U.S. House of Representatives introduce four bills to check Big-tech power
A bipartisan group of lawmakers in the U.S. House of Representatives introduced four bills on Friday to check the growing power of big-tech. As reported by Reuters, two of the bills address the issue of big-tech companies creating a platform for other businesses but themselves competing against those businesses.
The two other bills would required platforms to allow users to transfer data elsewhere, and to refrain from any merger with companies competing with any product or service that such a platform provides.
Preferential Treatment to own products
We have seen one such example in India recently. Amazon creates a marketplace to let other business sell through the marketplace. But Amazon was found competing with other businesses on its own platform. The bill may force big-tech firms to sell their assets operating on their own platform, or may make it illegal for firms to give preference to their won products on its platform.

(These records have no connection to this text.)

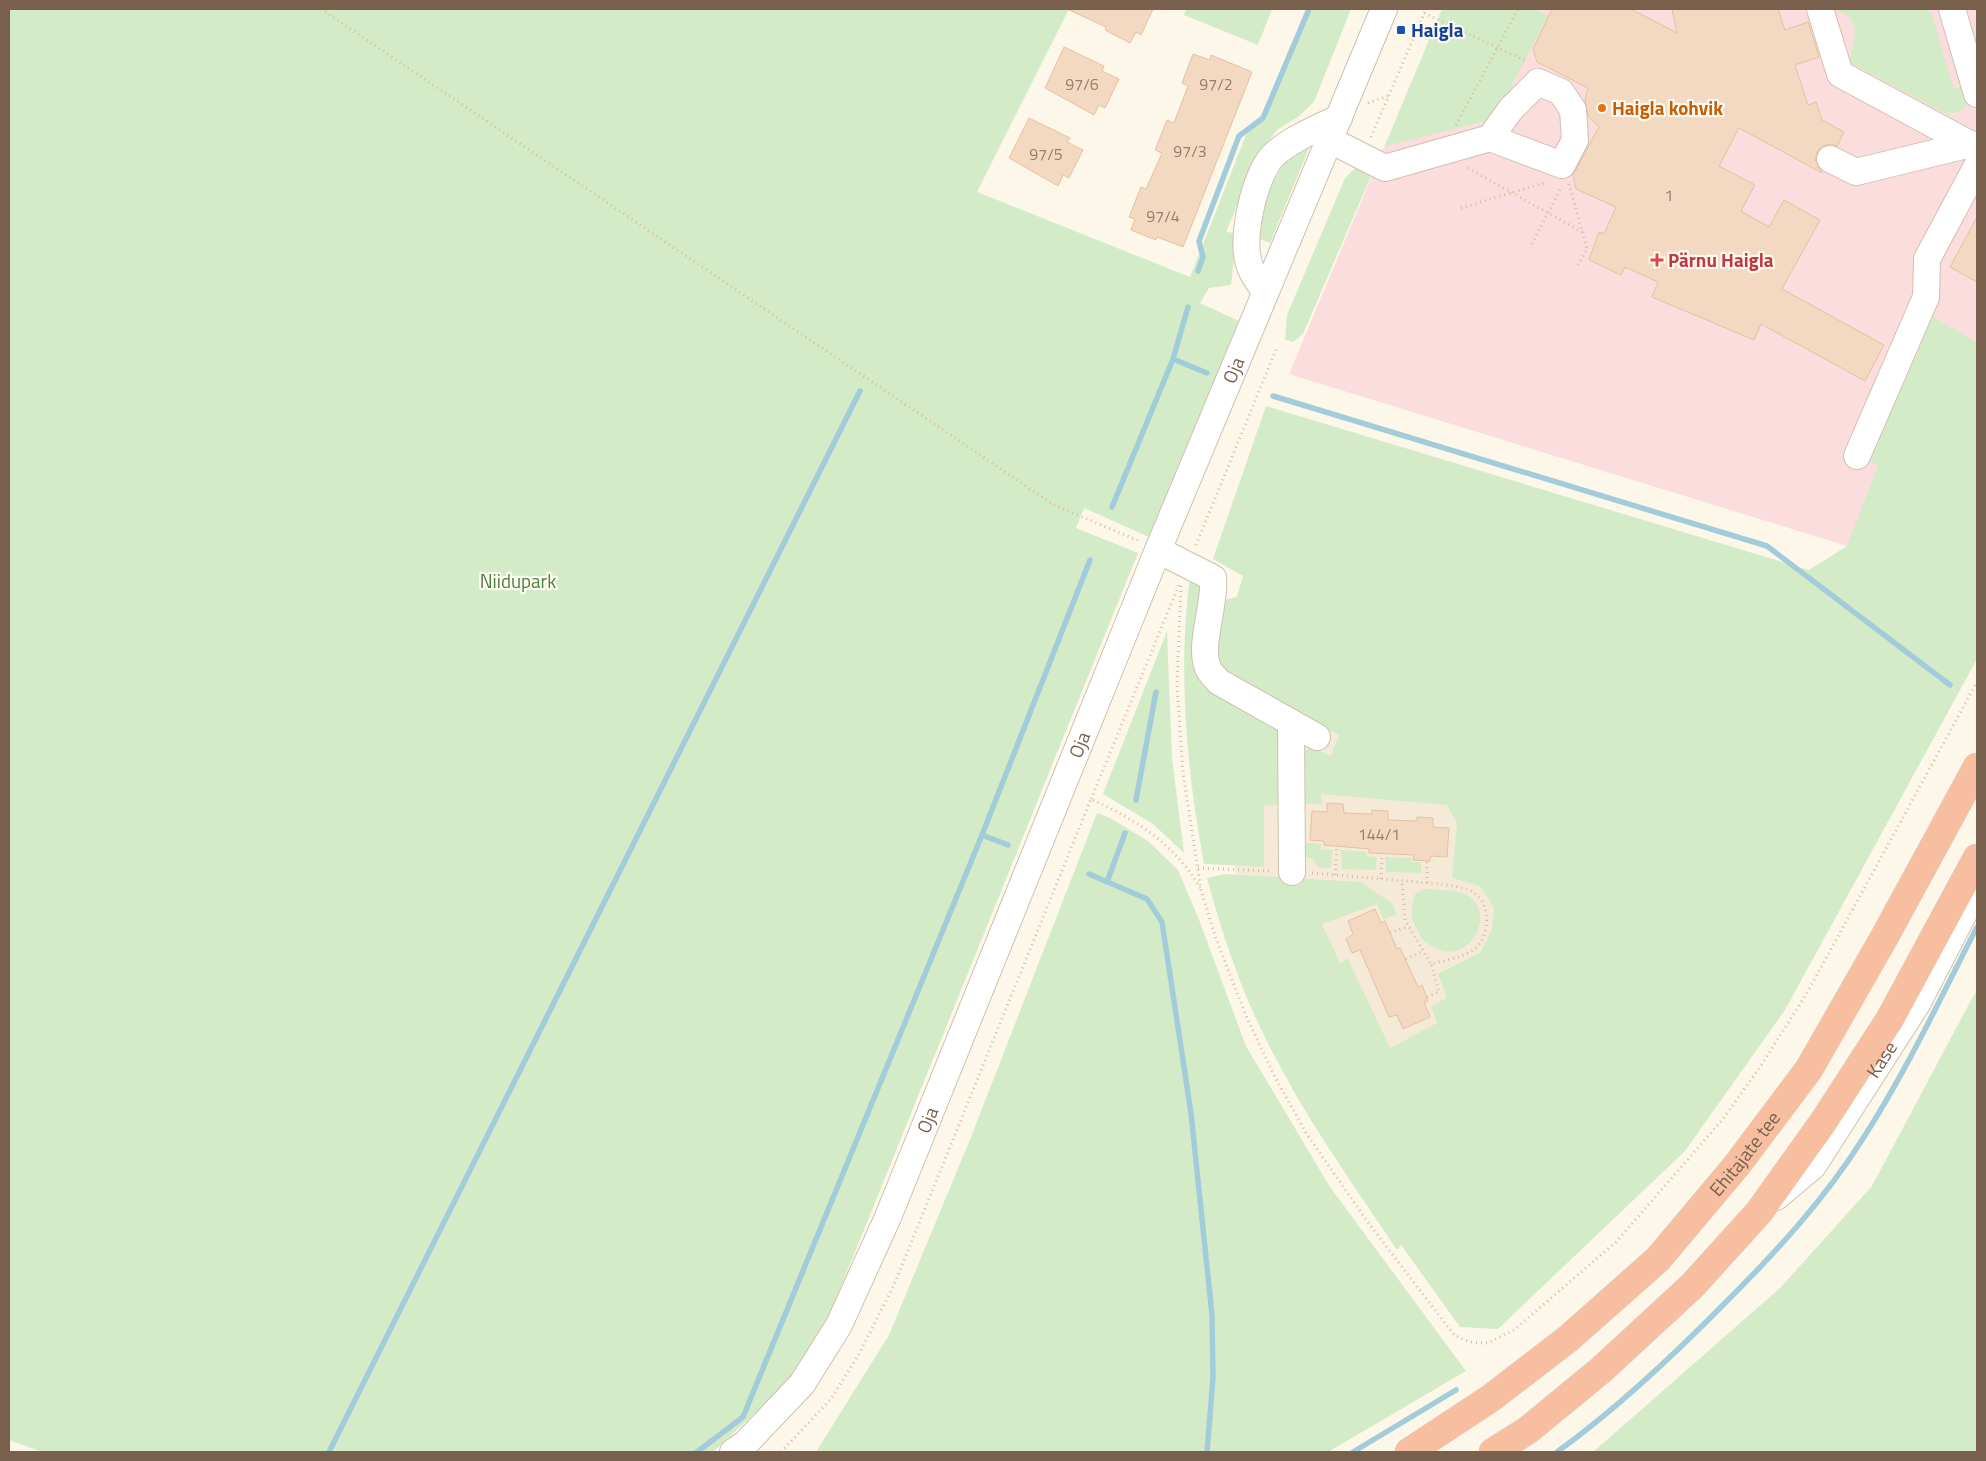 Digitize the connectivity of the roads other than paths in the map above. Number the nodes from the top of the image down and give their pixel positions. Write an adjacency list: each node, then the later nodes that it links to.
1 (1384, 9): 5 (street, Oja)
2 (1820, 9): 7 (street)
3 (1952, 9): 4 (street)
4 (1977, 94)
5 (1333, 129): 6 (street); 9 (street, Oja); 9 (street)
6 (1490, 138): 6 (street)
7 (1975, 153): 8 (street); 10 (street)
8 (1830, 159)
9 (1266, 292): 11 (street, Oja)
10 (1857, 456)
11 (1158, 550): 12 (street); 19 (street, Oja)
12 (1291, 723): 13 (street); 16 (street)
13 (1317, 737)
14 (1977, 767): 20 (highway, Ehitajate tee)
15 (1977, 858): 18 (highway)
16 (1292, 872)
17 (1977, 888): 18 (street, Kase)
18 (1759, 1212): 21 (highway)
19 (732, 1452)
20 (1409, 1452)
21 (1493, 1452) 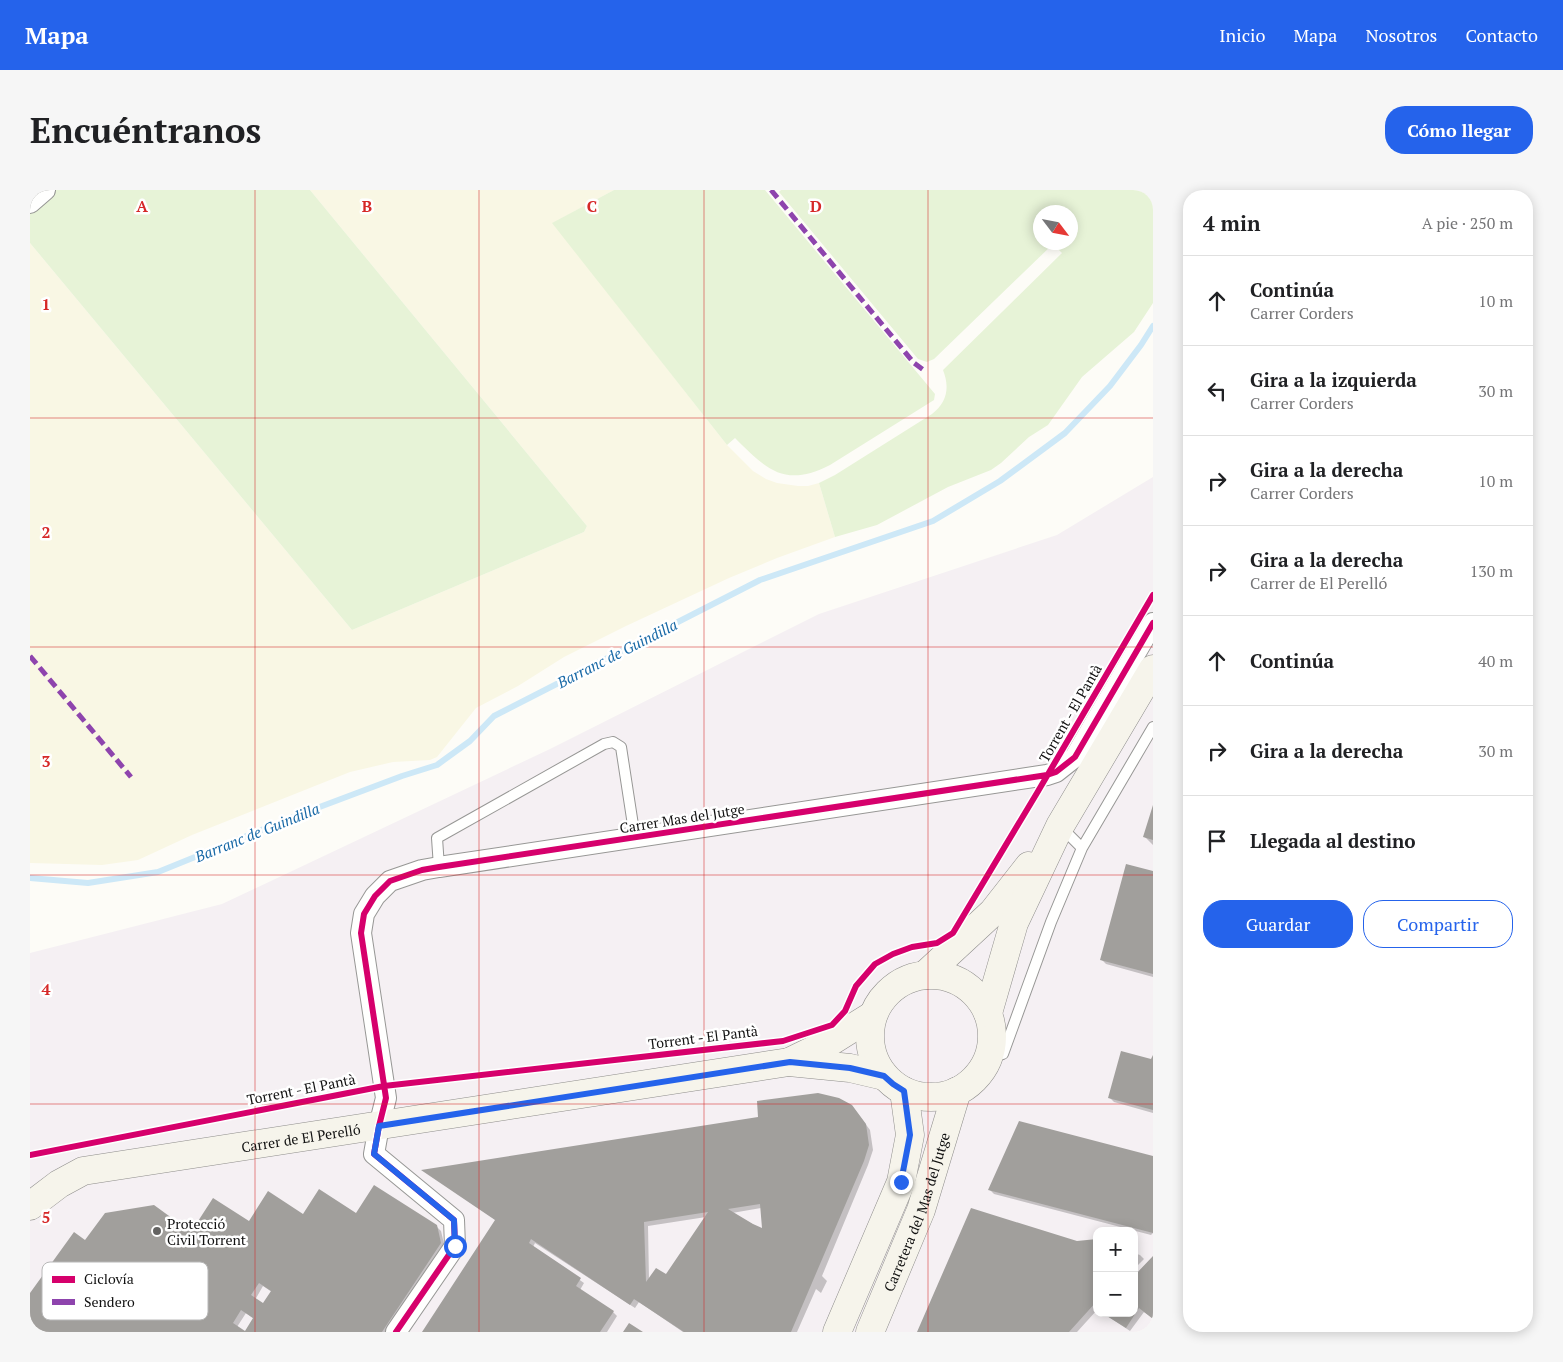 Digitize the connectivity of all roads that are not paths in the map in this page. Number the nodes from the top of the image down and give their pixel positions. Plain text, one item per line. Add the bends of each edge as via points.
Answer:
1 (45, 190) edge
2 (30, 203) edge
3 (1153, 623) edge
4 (1153, 669) edge
5 (1153, 727) edge
6 (1060, 826) junction
7 (635, 838) junction
8 (1082, 848) junction
9 (439, 867) junction
10 (925, 975) junction
11 (988, 1013) junction
12 (873, 1015) junction
13 (987, 1058) junction
14 (790, 1062) junction
15 (894, 1083) junction
16 (957, 1091) junction
17 (379, 1126) junction
18 (30, 1206) edge
19 (396, 1332) edge
20 (837, 1332) edge
21 (870, 1332) edge

1 - 2 street
3 - 7 street, Carrer Mas del Jutge via 1075,757 1056,772
4 - 6 street
5 - 8 lane
6 - 8 lane
6 - 10 street via 993,912
6 - 11 street via 1014,923
7 - 9 street, Carrer Mas del Jutge
7 - 9 lane via 621,747 613,742 604,744 437,838
8 - 13 lane via 1003,1054
9 - 17 street, Carrer Mas del Jutge via 390,881 364,914 361,933 386,1098
10 - 11 street via 945,976 963,984 978,996
10 - 12 street via 903,981 884,995
11 - 13 street via 992,1036
12 - 14 street
12 - 15 street via 870,1036 874,1058
13 - 16 street via 975,1078
14 - 15 street via 850,1068
14 - 17 street, Carrer de El Perelló
15 - 16 street via 921,1096
15 - 20 street, Carretera del Mas del Jutge via 910,1135 901,1182
16 - 21 street, Carretera del Mas del Jutge via 922,1210
17 - 18 street, Carrer de El Perelló via 83,1171
17 - 19 street, Carrer Mas del Jutge via 374,1154 454,1220 455,1246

The law could punish contraventions with a fine of 30% of the U.S revenue of the affected business.
Speaking on the issue, U.S. Representative Pramila Jayapal, a Washington state Democrat and a sponsor of these bills, said:
From Amazon and Facebook to Google and Apple, it is clear that these unregulated tech giants have become too big to care.”
The Fifth Bill
In addition to these four bills, a fifth bill may allow any assessment of big-tech firms to ensure their mergers are legal, as well as increase the budge of regulatory agencies.
However, the U.S Chamber of Commerce is opposing the approach these bills take. In a statement, it said, “Bills that target specific companies, instead of focusing on business practices, are simply bad policy…and could be ruled constitutional.”